Pakistan receives 13 percent of remittances
from UK. Brexit may effect in two ways (i) Due to depreciation in exchange rate
people may need to send more in Pound Sterling, therefore there are good
chances that remittances may increase. Contrarily, recipient households may
need to cut down their expenditures which will directly affect our GDP growth
and (ii) In case of job loss due to Brexit, even in the short run, the flow of
remittances will be reduced to Pakistan. Therefore we may face little higher
current account balance than otherwise.
In addition to that, Pakistani
exports to EU are 29 percent out of which 7 percent goes to Britain. Due to
massive depreciation of British currency, which may take 6 months to go back to
its old value, and possible decline in overall income of the British people (British
GDP) Pakistani exports are less likely to increase unless Pakistan exchange
rate is also depreciated which is currently overvalued. If in case, Euro
depreciates as well then Pakistan may face decline in their exports to EU,
which would be more alarming. Nonetheless, Pakistan will keep on enjoying GSP
plus status to EU.
Having said that, there are good
chances that due to depreciation Germany, France and other EU member countries
may not to be able to exports their products to Britain. Thus Pakistan has good
chances to exploit this opportunity and increase its exports to Britain. Nonetheless,
it depends on the products UK imports from EU as well as the negotiations
between the two governments on the tariffs.

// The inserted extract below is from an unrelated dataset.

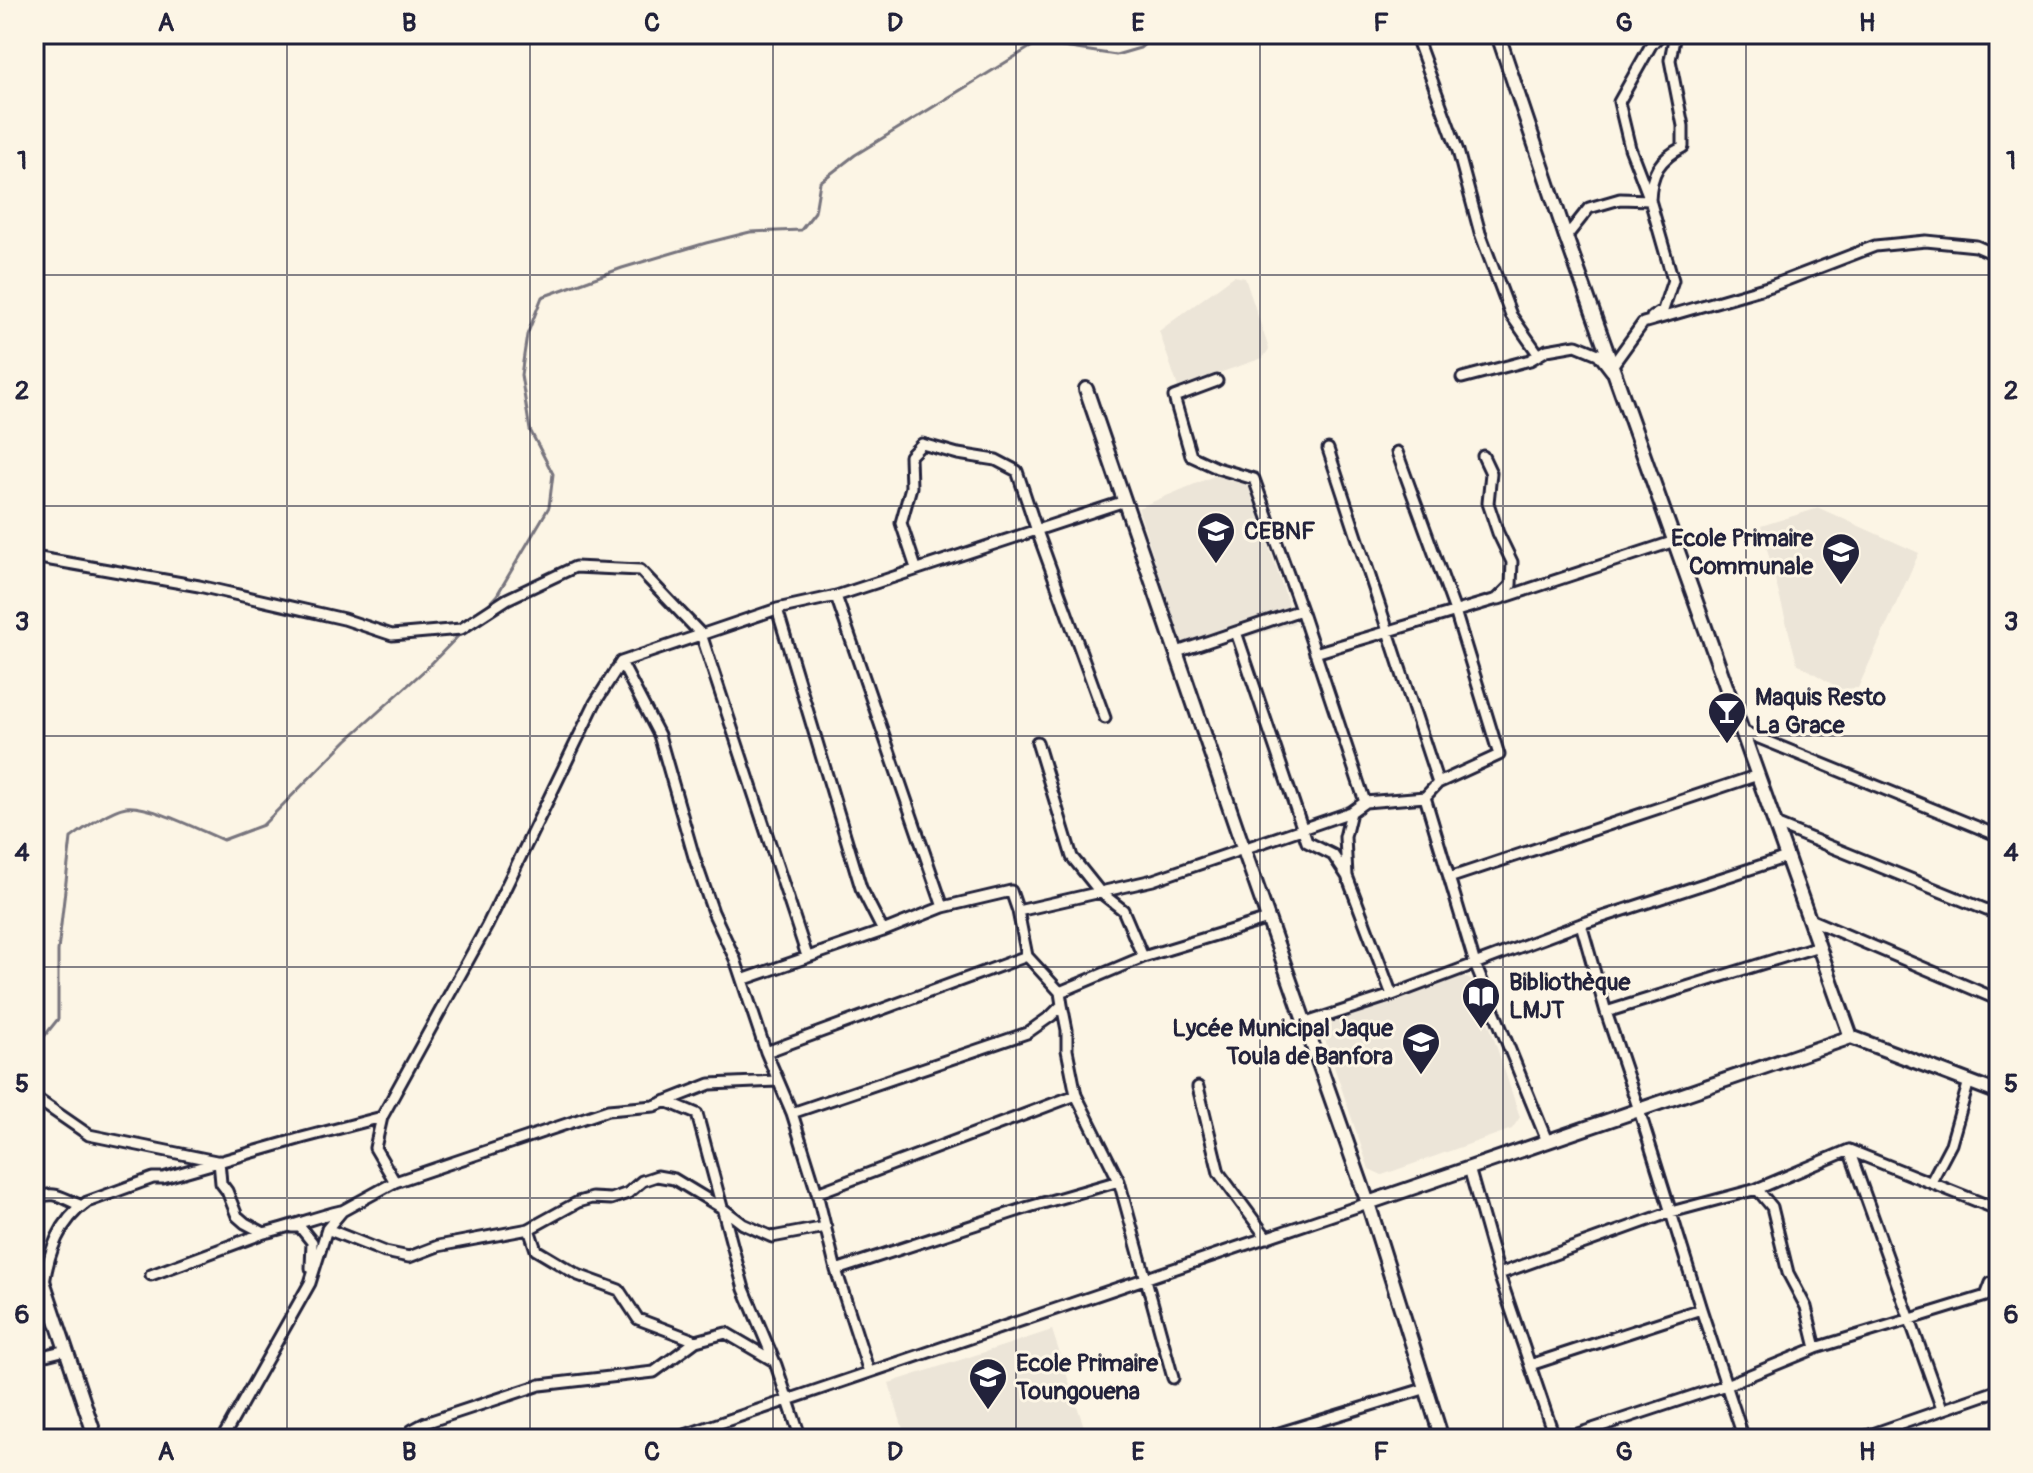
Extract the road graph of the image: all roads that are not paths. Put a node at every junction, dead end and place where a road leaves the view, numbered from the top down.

Although the amount is not very
significant, nevertheless, share of FDI from UK is around 6 percent in total
FDI we receive every year. Decline in the economic activity may reduce FDI from
UK to Pakistan.
Britain is also involved in giving
aid and grants to Pakistan, which could be lessened due to overall Britain’s
fragile economic situation at least for a year. However, 18 billion pounds Britain
is saving from Brexit, a chunk of it could be spent on aid and grants.
Moreover, students who go for higher
studies to UK may not get temporary jobs due to lower economic activity as well
as UK/EU scholarship may be reduced for the students due to economic turmoil. Few
other question which need answers are; how will it affect Pakistani businessmen
living in UK who were involved in trading with EU? What will happen to the
Pakistan immigrants to Britain who were on Schengen Visa? Are we expecting more
exits from EU? Will there be any split in Great Britain?
The aforementioned are some of the
issues which Pakistani government needs to address by either negotiating with British
high commission and/or British Government to avoid possible hitches.